_Stored data_
____________
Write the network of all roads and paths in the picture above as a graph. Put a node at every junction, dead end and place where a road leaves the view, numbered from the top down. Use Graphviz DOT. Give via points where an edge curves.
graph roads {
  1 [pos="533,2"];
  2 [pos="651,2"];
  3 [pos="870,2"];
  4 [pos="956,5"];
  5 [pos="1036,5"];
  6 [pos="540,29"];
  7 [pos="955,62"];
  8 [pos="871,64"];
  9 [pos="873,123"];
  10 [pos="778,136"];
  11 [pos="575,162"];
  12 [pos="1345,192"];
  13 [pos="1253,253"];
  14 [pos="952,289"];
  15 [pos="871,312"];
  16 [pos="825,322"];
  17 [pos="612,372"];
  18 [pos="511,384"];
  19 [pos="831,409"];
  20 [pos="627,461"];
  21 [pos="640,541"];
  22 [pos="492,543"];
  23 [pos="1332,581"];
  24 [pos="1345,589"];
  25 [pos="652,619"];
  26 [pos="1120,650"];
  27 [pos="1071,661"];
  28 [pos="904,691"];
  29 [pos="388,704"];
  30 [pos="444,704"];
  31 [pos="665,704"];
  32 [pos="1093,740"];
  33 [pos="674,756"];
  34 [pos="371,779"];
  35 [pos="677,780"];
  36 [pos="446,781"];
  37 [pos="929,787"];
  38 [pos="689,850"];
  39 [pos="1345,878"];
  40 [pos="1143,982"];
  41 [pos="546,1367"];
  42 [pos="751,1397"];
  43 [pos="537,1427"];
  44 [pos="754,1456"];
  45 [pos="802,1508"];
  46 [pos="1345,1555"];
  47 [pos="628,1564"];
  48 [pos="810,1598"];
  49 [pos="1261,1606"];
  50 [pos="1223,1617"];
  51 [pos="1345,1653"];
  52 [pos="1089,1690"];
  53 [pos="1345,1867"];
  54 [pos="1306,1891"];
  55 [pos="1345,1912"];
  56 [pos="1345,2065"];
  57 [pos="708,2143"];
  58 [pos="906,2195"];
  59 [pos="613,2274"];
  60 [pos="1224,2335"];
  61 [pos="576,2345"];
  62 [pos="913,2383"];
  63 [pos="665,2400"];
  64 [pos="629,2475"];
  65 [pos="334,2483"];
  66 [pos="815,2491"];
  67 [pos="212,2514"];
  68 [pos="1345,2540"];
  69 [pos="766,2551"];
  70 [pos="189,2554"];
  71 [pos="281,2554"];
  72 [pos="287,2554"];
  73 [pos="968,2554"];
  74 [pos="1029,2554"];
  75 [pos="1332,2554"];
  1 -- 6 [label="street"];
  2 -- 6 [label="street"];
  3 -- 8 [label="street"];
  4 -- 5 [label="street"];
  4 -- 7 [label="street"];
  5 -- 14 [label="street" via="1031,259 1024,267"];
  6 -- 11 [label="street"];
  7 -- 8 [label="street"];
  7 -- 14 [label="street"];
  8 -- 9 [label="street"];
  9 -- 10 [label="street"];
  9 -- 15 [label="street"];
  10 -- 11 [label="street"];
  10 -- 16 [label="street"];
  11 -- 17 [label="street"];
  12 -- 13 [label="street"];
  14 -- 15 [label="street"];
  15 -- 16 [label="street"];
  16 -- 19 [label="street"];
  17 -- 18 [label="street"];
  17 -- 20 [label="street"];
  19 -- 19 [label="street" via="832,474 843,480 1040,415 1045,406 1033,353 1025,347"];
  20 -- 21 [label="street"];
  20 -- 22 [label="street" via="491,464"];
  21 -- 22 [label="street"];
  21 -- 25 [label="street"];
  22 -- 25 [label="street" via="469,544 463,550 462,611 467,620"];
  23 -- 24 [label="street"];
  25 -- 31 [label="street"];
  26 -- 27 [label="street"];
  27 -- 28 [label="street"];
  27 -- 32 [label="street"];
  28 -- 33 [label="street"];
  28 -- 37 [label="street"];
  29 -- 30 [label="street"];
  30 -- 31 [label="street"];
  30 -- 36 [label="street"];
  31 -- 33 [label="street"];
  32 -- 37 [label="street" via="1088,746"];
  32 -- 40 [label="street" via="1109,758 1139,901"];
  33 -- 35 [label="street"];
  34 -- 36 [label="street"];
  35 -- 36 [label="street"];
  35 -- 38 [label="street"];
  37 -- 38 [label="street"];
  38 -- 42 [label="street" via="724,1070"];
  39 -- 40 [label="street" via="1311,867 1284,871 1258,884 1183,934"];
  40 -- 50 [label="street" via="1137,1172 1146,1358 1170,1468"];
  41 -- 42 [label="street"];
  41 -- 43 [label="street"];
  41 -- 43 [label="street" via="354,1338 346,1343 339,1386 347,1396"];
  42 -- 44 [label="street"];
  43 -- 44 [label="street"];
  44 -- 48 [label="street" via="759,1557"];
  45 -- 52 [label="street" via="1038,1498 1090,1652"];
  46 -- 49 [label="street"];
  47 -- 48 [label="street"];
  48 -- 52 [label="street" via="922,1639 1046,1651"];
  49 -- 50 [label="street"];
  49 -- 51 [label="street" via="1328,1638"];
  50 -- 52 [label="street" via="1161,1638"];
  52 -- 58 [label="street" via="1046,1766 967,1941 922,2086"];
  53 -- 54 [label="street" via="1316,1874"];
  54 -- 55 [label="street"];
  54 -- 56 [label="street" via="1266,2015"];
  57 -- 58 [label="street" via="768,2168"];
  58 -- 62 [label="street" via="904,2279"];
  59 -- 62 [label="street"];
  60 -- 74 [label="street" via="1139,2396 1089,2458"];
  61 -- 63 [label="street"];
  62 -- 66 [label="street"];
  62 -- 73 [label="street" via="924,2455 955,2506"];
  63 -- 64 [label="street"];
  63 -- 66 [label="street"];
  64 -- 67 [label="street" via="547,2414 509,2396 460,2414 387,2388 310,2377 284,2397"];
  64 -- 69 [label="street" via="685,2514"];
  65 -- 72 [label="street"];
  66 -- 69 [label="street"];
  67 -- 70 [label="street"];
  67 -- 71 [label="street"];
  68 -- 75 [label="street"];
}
____________
Please say how many lines in the records above contain the string "roads", giving no other words.

_SOLVED EXERCISE_
2